The importance of being private
An interesting lesson in social media misunderstanding, delivered by a politician recently – starring a woman in a flip-up dress.
Kate Beecroft MHK had to defend a post she made to her Facebook timeline, which annoyed a fair few people. And her defence, well… was a bit silly.
The post was straightforward enough…
Now, to be clear, I make no judgement on the content here. Whether I think it’s offensive, misognyistic, sexist, or whatever else is immaterial.
A number of people did take exception to it, however – citing the fact she’s a government minister. They objected to it and made their feelings pretty clear on Kate’s timeline (you can read the comments underneath).
Defenders of the mirth
What I find interesting is what she said in her defence; it shows a misunderstanding of social media.
Well, I can see what she means – but on the other hand…
The post is public.
If I stood in the middle of Strand Street shouting something some people would find offensive, I suspect arguing it’s my personal voice and people can feel free not to listen wouldn’t get me very far.
And if you’re in that sort of job, do you really want your professional contacts to see that sort of row on your timeline?
Public vs personal
- Set up a Facebook page. That way you separate public and private life on Facebook. I’m surprised by the number of politicians who don’t do this, and I made a big thing out of it during the last election.
- Make your Facebook timeline posts visible to your friends, rather than public.
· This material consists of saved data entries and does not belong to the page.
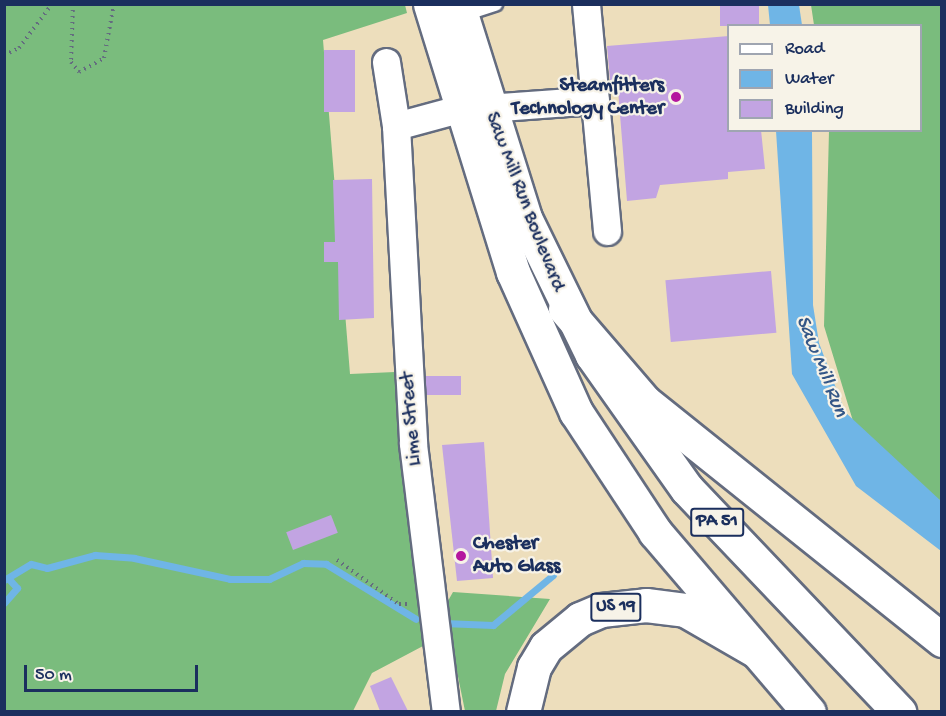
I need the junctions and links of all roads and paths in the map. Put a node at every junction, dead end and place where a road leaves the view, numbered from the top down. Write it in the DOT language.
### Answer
graph roads {
  1 [pos="52,4"];
  2 [pos="73,4"];
  3 [pos="114,4"];
  4 [pos="430,4"];
  5 [pos="495,4"];
  6 [pos="586,4"];
  7 [pos="460,10"];
  8 [pos="4,55"];
  9 [pos="386,62"];
  10 [pos="595,100"];
  11 [pos="473,108"];
  12 [pos="396,126"];
  13 [pos="607,231"];
  14 [pos="565,309"];
  15 [pos="337,560"];
  16 [pos="430,603"];
  17 [pos="942,640"];
  18 [pos="756,651"];
  19 [pos="446,711"];
  20 [pos="523,711"];
  21 [pos="809,711"];
  22 [pos="899,711"];
  1 -- 8 [label="path"];
  2 -- 3 [label="path"];
  4 -- 11 [label="highway, Saw Mill Run Boulevard"];
  5 -- 7 [label="lane"];
  6 -- 10 [label="street"];
  7 -- 11 [label="highway, Saw Mill Run Boulevard"];
  9 -- 12 [label="street, Lime Street"];
  10 -- 11 [label="street"];
  10 -- 13 [label="street"];
  11 -- 12 [label="street"];
  11 -- 14 [label="highway, Saw Mill Run Boulevard"];
  11 -- 18 [label="highway, Saw Mill Run Boulevard"];
  12 -- 16 [label="street, Lime Street"];
  14 -- 17 [label="highway"];
  14 -- 22 [label="highway, Saw Mill Run Boulevard / PA 51"];
  15 -- 16 [label="path"];
  16 -- 19 [label="street, Lime Street"];
  18 -- 20 [label="highway, US 19"];
  18 -- 21 [label="highway, Saw Mill Run Boulevard / US 19"];
}
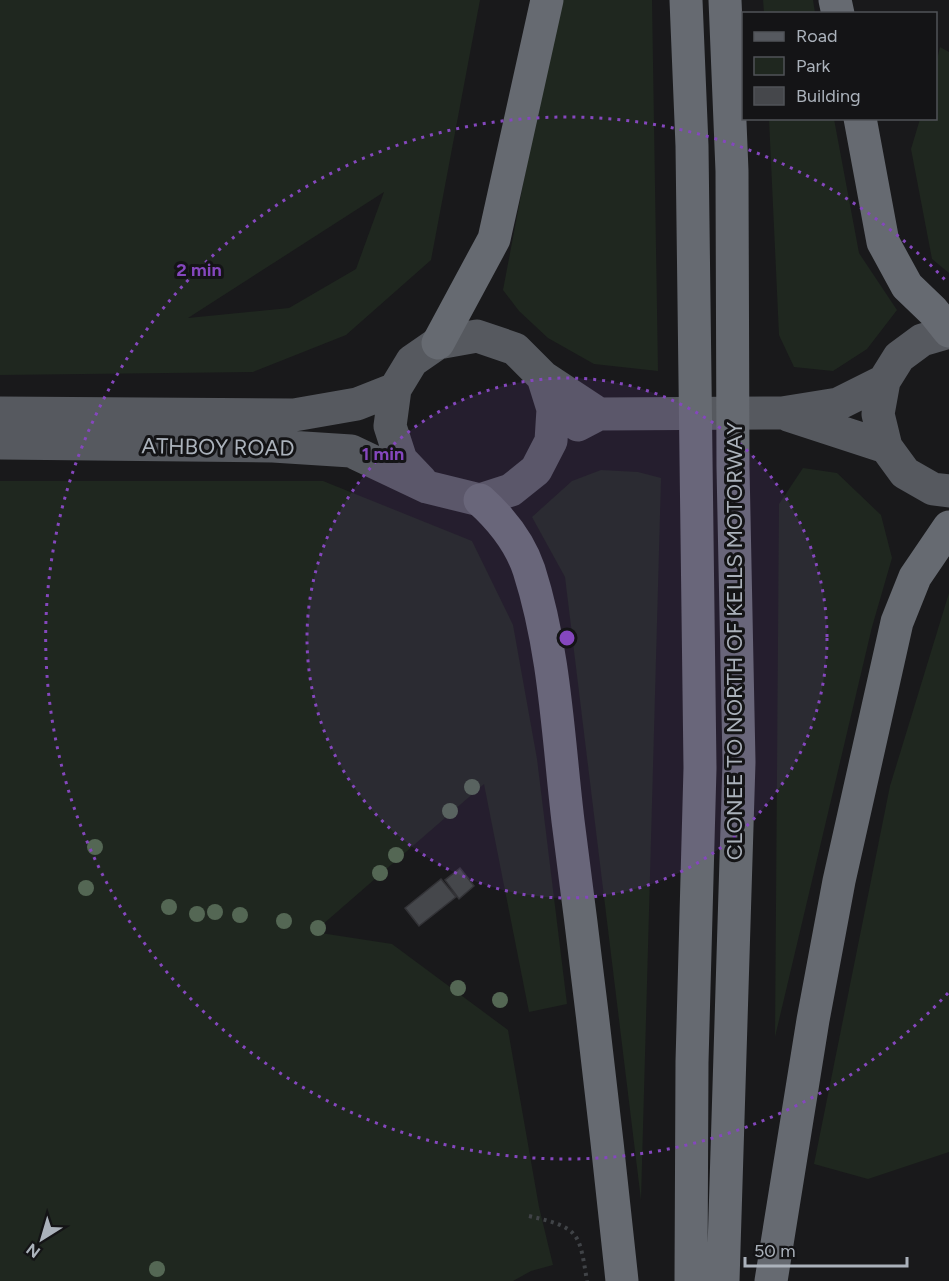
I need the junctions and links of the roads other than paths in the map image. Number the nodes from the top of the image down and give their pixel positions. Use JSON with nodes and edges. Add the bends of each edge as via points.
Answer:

They’re far more likely to share your sense of humour than the people looking you up on Facebook as a way of contacting their member of parliament.
- If you’re going to post publicly, then think twice and post once. Is it something that might cause offence? If it is and you’re a public figure (or, indeed, a business) than don’t post it.
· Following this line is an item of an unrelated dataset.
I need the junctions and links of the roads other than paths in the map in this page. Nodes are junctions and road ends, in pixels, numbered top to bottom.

It’s not exactly rocket science.
Social media and the media
I’ve come across quite a few politicians who claim their personal social media feeds are their own business, and nothing to do with public life – usually after a very public misstep.
They couldn’t be more wrong.
If they say it on Facebook or Twitter and it’s visible, it’s exactly the same as shouting it in the street and will be treated in exactly the same way by a journalist. And by, for example, ministers from other jurisdictions they may meet in the future. And, well, anyone else who can read and access the internet.